I'm trying to unload an AppDomain and I get CannotUnloadAppDomainException
.
MSDN mentions 3 reasons why this exception could be thrown:
- The default application domain, which must remain loaded during the lifetime of the application.
- An application domain with a running thread that cannot immediately stop execution.
- An application domain that has already been unloaded.
My application suffers from the case 2).
It has some background threads - for example I have a search indexing thread running its own Dispatcher.
As far as I know, when I call
AppDomain.Unload(subDomain);
then all threads in the affected domain get a ThreadAbortException
.
Ideally that would mean that all threads are "killed" / stopped, right?
Except in two cases:
- When a thread calls some managed code - bad luck...
- When a thread executes some code in a finally statement.
It seems that my application does the first (probably it calls some unmanaged code under hood, that's why it doesn't stopped)

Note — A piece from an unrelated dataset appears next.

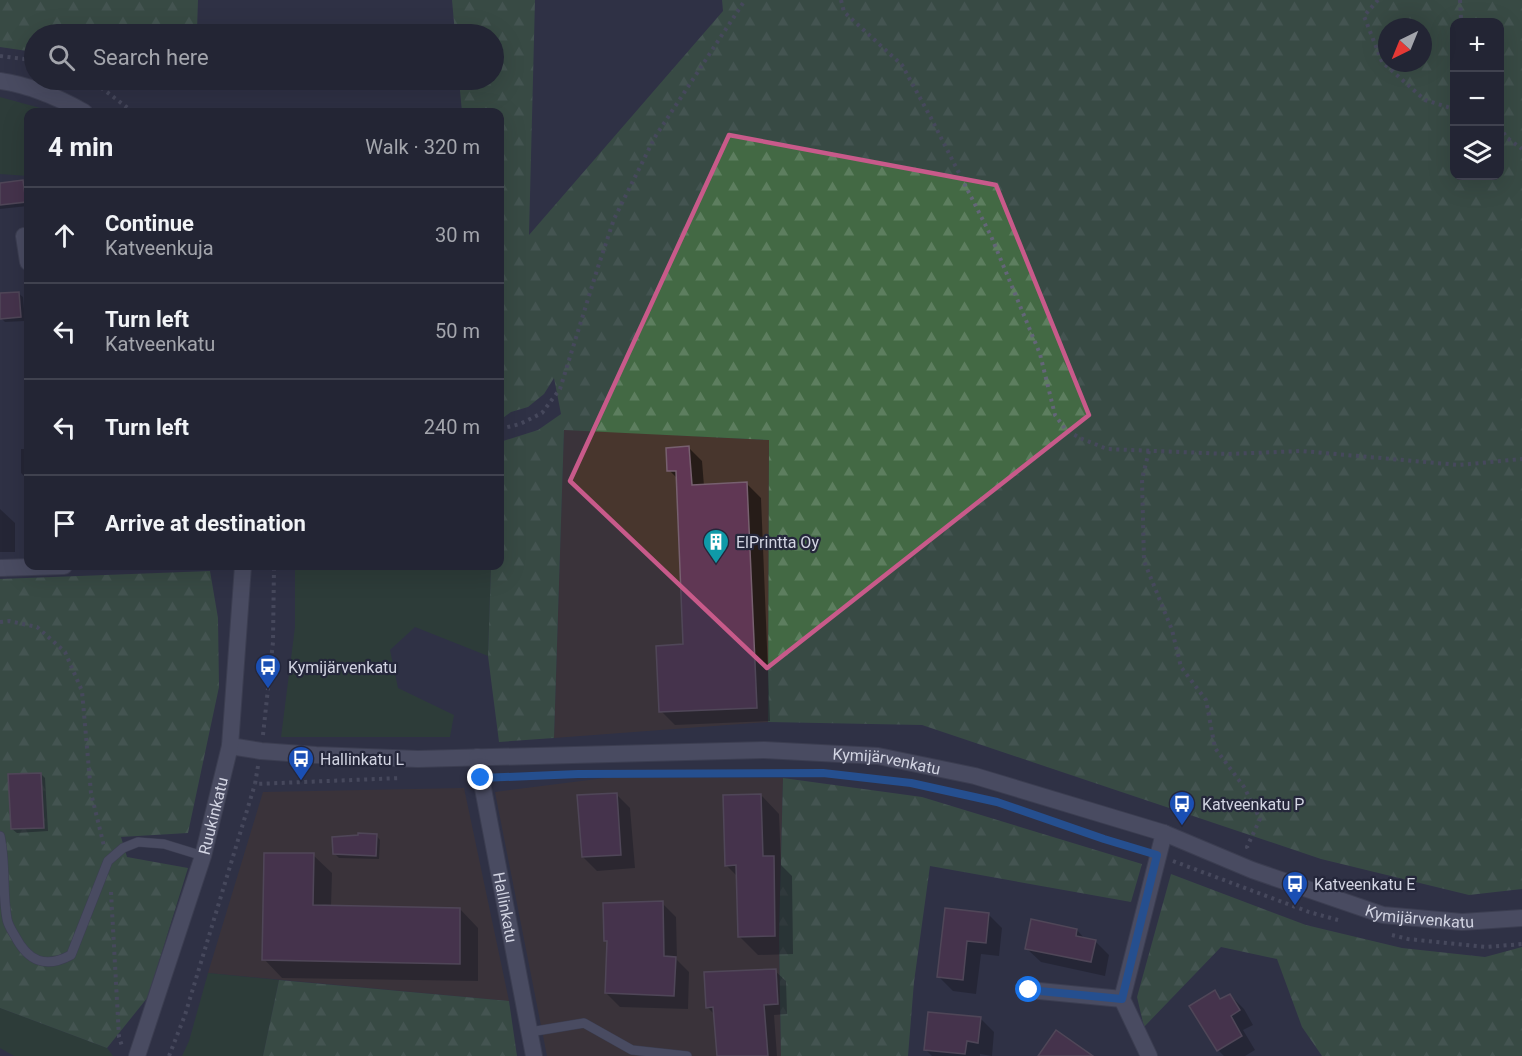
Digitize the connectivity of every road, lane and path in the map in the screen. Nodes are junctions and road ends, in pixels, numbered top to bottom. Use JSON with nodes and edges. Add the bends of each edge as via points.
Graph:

So the big question is: how to unload the AppDomain if it has multiple threads?
I see only two options:
- try to abort my threads then somehow recheck the state of the threads. If they are stopped, then I can call
AppDomain.Unload
- it shouldn't throw an exception. - another alternative is just simply call
AppDomain.Unload
. Probably it will throw an exception. Then I can catch this exception and retry the unloading. SinceAppDomain.Unload
tries to abort all the affected threads, probably a few retry would be enough.
Both solutions use some retry mechanism which seems to be hackish.
Isn't there some simpler, more robust way to do this in .NET?